De plus en plus de voix commencent à prendre conscience de l’ampleur de la menace, ce qui s’est récemment traduit par la multiplication des motions appelant le gouvernement à retirer ou à ajourner sa réforme. L’arrogance du pouvoir n’a en effet pas de limite, puisque le ministère a imposé aux lycées et aux universités de mettre en place la nouvelle procédure sélective en licence avant même que la loi ne soit votée. Dès le 15 janvier, le ministère va ainsi ouvrir, en lieu et place d’admission post bac (APB), la nouvelle plateforme « parcoursup » d’entrée en licence, qui établit une procédure sélective alors que la loi qui en constitue le fondement juridique est toujours en discussion au Parlement et ne pourra être promulguée avant le printemps prochain.
Des motions à la mobilisation ?
Ces conditions ont amené nombre de départements ou de composantes à s’indigner et à afficher leur refus de mettre en place une réforme encore dépourvue de tout fondement légal, ce qui constitue une position démocratique de bon sens susceptible de rallier de larges milieux. Particulièrement intéressant est le succès qu’a rencontré la pétition lancée en décembre par l’Association des sociologues enseignantEs du supérieur, dans la mesure où il démontre qu’il existe des forces disponibles pour construire une mobilisation susceptible de faire reculer le gouvernement.
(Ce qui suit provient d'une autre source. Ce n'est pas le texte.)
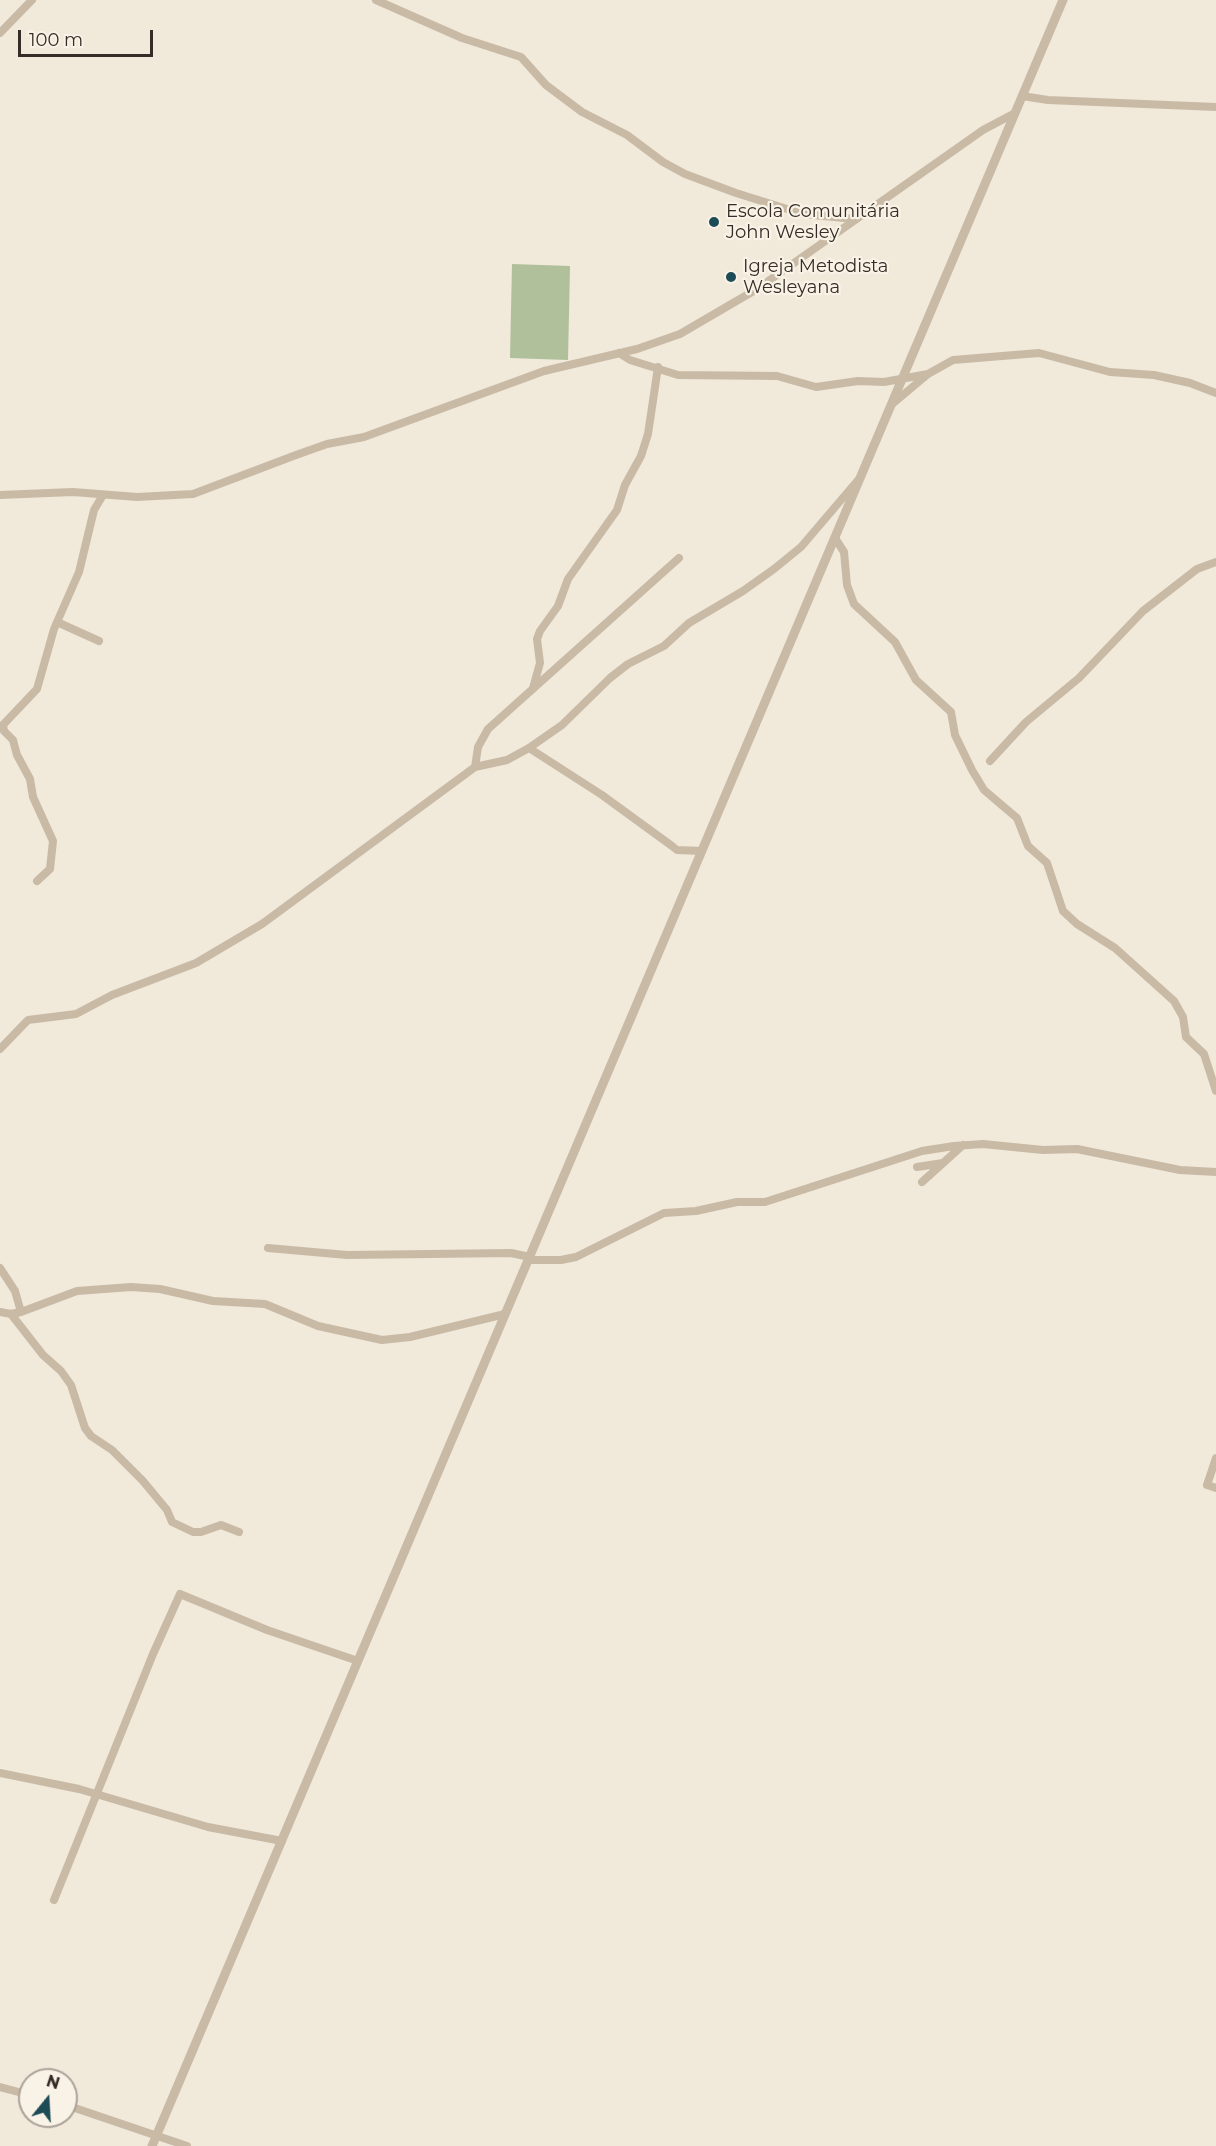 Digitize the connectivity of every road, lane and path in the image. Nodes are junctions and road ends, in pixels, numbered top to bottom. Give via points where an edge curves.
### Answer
1 (33, 0) edge
2 (376, 0) edge
3 (1063, 0) edge
4 (0, 33) edge
5 (1022, 96) junction
6 (1216, 107) edge
7 (1015, 113) junction
8 (855, 219) junction
9 (619, 353) junction
10 (658, 367) junction
11 (928, 374) junction
12 (903, 377) junction
13 (889, 381) junction
14 (896, 393) junction
15 (1216, 393) edge
16 (891, 405) junction
17 (861, 476) junction
18 (0, 495) edge
19 (103, 495) junction
20 (835, 538) junction
21 (679, 558) dead end
22 (1216, 562) edge
23 (57, 622) junction
24 (99, 641) dead end
25 (532, 688) junction
26 (1, 726) edge
27 (529, 748) junction
28 (990, 761) dead end
29 (475, 766) junction
30 (702, 851) junction
31 (37, 881) dead end
32 (0, 1049) edge
33 (1216, 1091) edge
34 (963, 1145) junction
35 (943, 1163) junction
36 (917, 1167) dead end
37 (1216, 1172) edge
38 (922, 1182) dead end
39 (268, 1248) dead end
40 (529, 1258) junction
41 (0, 1268) edge
42 (0, 1312) edge
43 (21, 1312) junction
44 (11, 1314) junction
45 (506, 1314) junction
46 (1216, 1458) edge
47 (1216, 1488) edge
48 (239, 1532) dead end
49 (358, 1661) junction
50 (0, 1773) edge
51 (97, 1797) junction
52 (282, 1841) junction
53 (54, 1900) dead end
54 (0, 2087) edge
55 (18, 2092) edge
56 (78, 2110) edge
57 (154, 2142) edge
58 (187, 2146) edge

1 - 4 street
2 - 8 street via 462,38 521,57 546,85 582,112 627,135 685,174 803,214
3 - 5 street
5 - 6 street
5 - 7 street
7 - 8 street via 983,130
7 - 12 street
8 - 9 street via 718,313 680,334
9 - 10 street
9 - 19 street via 544,371 193,494
10 - 13 street via 678,375 777,376 816,387
10 - 25 street via 641,456 617,510 568,579 558,606 540,631 540,663
11 - 12 street
11 - 15 street via 953,360 1040,352 1110,372 1154,375 1190,383
11 - 16 street
12 - 13 street
12 - 14 street
13 - 14 street
14 - 16 street
16 - 17 street
17 - 20 street
17 - 27 street via 801,547 743,591 689,623 664,646 628,664 570,718
18 - 19 street
19 - 23 street via 94,510 74,588
20 - 30 street
20 - 33 street via 844,552 854,604 895,642 910,672 951,712 955,735 972,770 984,790 1017,818 1028,846 1047,863 1064,911 1115,948 1174,1001 1183,1017 1186,1037 1204,1054
21 - 25 street
22 - 28 street via 1197,569 1143,611 1079,678 1026,722
23 - 24 street
23 - 26 street via 37,689
25 - 29 street via 488,729 478,747
26 - 31 street via 13,740 53,841 50,869
27 - 29 street via 507,760
27 - 30 street via 677,850
29 - 32 street via 262,924 196,963 112,995 91,1008 76,1014 28,1020
30 - 40 street
34 - 35 street
34 - 37 street via 1077,1149 1180,1170
34 - 40 street via 922,1151 765,1202 737,1202 664,1214 576,1257
35 - 36 street
35 - 38 street
39 - 40 street via 347,1255 511,1253
40 - 45 street
41 - 43 street via 10,1280
42 - 44 street
43 - 44 street
43 - 45 street via 77,1291 150,1288 213,1301 265,1304 318,1326 382,1340 410,1338
44 - 48 street via 71,1385 91,1436 112,1449 143,1481 172,1522 193,1532 221,1525
45 - 49 street
46 - 47 street via 1207,1485
49 - 51 street via 267,1630 180,1594
49 - 52 street
50 - 51 street via 79,1789
51 - 52 street via 208,1827
51 - 53 street
52 - 57 street
54 - 55 street
56 - 57 street
57 - 58 street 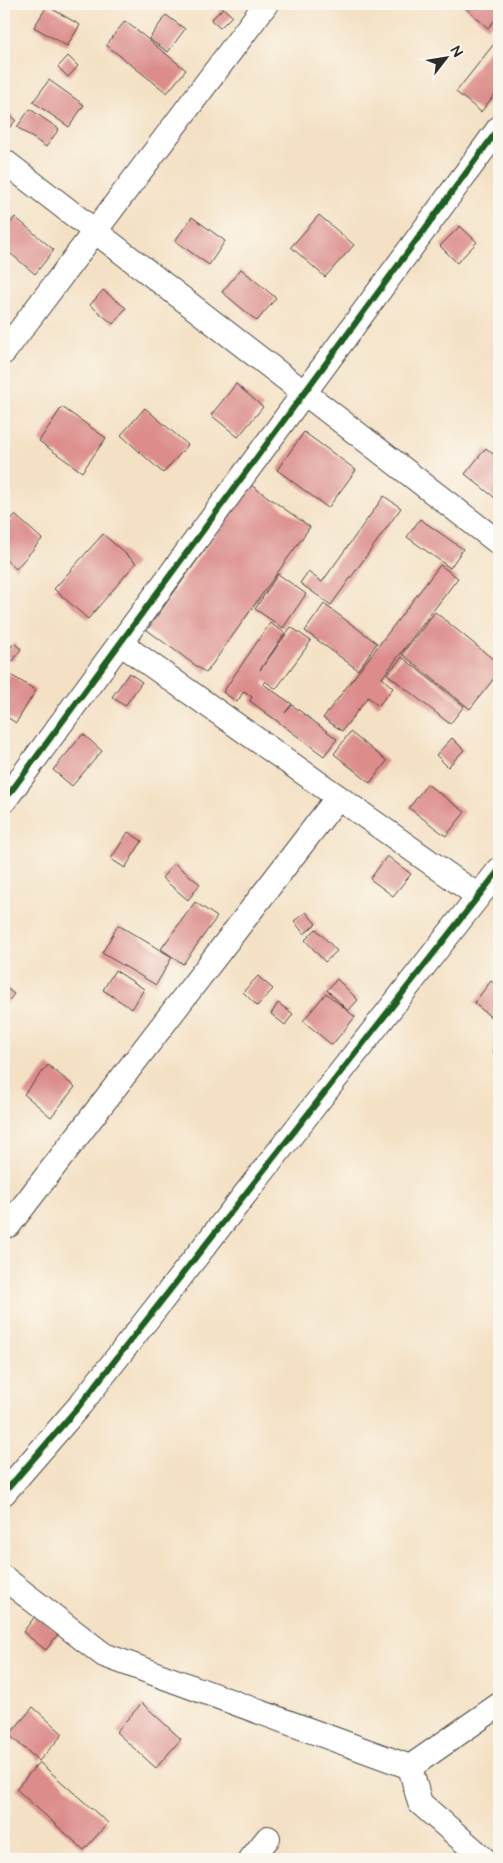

Bien évidemment, une telle perspective ne pourra se construire par le simple moyen de pétitions, de motions ou de refus individuels ou collectifs de mettre en place la réforme. Seule une mobilisation massive des enseignantEs et de la jeunesse peut en effet construire le rapport de forces suffisant pour reculer le gouvernement. Cela suppose de ne pas perdre de temps et de profiter de la rentrée de janvier pour faire déboucher ces motions et pétitions sur le mouvement de lutte indispensable pour sauver ce qui peut aujourd’hui rester du service public de l’enseignement supérieur et de la recherche.